Some ran. Some walked. Some jogged. Some may have balked. But all came away a little smarter and more aware about the importance of saving for retirement.
The nearly 12,000 people who registered for the Prudential 4.01K Race for Retirement at the Rose Bowl in Pasadena, California, on Sept. 17 also took a pledge to save 1 percent more of their annual earnings for their retirement. “Progress starts with small steps,” said Christine Marcks, president of Prudential Retirement. “If every American started saving an additional 1 percent of their annual earnings this year, it would add up to $134 billion in retirement savings. For the average American, saving 1 percent more equates to just $10 per week.”

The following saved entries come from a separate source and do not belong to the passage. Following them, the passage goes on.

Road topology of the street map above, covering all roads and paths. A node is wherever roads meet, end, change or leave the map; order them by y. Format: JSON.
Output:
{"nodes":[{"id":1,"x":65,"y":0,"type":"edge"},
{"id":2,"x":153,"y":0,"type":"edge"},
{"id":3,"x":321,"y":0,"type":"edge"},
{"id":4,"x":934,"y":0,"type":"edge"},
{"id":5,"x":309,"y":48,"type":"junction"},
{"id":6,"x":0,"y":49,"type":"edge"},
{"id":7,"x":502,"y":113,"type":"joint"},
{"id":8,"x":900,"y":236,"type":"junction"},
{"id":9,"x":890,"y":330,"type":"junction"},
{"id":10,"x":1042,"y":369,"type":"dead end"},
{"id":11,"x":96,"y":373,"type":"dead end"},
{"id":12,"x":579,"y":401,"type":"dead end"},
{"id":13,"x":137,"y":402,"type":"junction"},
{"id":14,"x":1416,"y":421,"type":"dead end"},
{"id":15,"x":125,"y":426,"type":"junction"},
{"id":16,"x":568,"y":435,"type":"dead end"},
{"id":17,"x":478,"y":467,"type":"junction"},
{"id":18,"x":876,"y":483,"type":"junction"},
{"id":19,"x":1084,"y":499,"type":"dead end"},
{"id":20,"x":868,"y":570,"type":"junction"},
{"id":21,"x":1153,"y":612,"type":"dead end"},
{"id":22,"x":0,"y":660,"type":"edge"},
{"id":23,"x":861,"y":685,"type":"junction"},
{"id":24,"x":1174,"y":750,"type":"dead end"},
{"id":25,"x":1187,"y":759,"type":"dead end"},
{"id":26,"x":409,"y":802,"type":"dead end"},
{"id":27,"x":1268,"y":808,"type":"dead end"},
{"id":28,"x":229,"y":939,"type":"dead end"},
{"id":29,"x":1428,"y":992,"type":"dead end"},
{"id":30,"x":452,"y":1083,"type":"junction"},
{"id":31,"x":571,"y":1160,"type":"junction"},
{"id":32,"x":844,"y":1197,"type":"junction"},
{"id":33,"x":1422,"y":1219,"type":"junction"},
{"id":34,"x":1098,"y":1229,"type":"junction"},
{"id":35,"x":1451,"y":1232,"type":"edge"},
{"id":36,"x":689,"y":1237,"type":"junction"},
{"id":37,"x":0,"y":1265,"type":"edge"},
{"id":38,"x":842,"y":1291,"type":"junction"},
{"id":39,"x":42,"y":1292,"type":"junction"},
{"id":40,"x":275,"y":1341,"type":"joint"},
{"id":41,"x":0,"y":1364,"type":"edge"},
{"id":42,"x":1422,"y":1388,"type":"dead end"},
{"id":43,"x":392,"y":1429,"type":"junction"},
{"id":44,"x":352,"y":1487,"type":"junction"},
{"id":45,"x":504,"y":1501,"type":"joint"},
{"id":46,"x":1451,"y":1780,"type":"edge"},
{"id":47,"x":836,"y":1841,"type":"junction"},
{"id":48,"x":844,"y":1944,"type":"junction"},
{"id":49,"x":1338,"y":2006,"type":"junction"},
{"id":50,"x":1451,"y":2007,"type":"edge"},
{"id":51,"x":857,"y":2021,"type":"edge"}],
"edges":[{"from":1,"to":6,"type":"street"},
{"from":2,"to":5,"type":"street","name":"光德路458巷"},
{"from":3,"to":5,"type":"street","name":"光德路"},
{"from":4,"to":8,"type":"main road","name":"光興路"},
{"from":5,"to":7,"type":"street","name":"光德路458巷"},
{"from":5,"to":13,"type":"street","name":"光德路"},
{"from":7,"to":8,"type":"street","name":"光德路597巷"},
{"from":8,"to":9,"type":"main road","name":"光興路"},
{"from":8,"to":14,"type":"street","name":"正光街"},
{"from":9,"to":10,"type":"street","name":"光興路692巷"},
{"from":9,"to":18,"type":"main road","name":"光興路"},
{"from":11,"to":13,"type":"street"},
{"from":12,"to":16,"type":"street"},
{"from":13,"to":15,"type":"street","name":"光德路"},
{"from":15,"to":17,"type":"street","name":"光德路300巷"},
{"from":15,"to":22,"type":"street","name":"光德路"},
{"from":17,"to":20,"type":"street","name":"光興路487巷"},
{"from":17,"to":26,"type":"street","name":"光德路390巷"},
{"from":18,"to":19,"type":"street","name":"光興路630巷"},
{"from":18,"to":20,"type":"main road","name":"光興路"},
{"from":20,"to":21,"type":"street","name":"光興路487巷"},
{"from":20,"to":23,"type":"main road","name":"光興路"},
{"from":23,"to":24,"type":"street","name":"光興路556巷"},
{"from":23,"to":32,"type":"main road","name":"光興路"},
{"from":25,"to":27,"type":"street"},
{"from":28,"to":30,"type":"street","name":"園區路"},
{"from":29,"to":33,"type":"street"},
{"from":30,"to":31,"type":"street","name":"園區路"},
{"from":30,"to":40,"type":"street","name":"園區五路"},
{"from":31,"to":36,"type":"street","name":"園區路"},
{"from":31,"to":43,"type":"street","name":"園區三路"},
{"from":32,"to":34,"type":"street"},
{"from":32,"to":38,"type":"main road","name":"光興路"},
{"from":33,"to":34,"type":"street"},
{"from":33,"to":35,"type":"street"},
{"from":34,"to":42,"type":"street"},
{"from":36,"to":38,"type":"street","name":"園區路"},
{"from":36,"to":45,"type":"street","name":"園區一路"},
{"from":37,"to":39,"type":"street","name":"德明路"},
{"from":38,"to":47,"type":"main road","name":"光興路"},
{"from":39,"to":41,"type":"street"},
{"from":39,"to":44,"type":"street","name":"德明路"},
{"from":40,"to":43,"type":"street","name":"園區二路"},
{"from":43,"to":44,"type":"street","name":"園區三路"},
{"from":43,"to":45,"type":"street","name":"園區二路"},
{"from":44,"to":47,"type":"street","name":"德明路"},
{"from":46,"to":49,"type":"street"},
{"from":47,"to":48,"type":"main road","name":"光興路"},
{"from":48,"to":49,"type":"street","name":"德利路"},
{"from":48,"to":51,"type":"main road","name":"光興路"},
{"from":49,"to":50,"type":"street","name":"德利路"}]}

A recent Prudential (No. 10 on the DiversityInc Top 50 Companies list) study found that as many as one in three Americans are not saving enough toward retirement. Our research has also shown that people are living longer than ever before. The combination of longer life spans and the lack of adequate savings has led to a real problem for many Americans.
California State Treasurer John Chiang announces the start of the Race for Retirement.
To bring attention to this troubling development, Prudential decided to sponsor a 4.01K road race (4.01kilometers or 2.49 miles), in a festive and fun atmosphere in the hope of inspiring more people to take that next step toward retirement security. The first race was held in Washington, D.C., in 2015. “Being here gives you that extra motivation to want to try and save more,” said one participant at this year’s race.
California State Treasurer John Chiang came out to support the cause and helped kick off the race.”People work hard throughout their lives, and you want everybody to have the golden dream,” Chiang told the runners at the start line. “And part of that is you have to do a lot of intelligent planning, you have to make sure you take the proper steps, just like running this 4.01K today so that people get to a better place.”
Thanks to everyone who participated, Prudential also made a $200,000 donation to the 1:1 Fund. One of the barriers to saving for retirement is thecost of higher education and the 1:1 Fund helps low-income families pay for college by matching their savings dollar-for-dollar.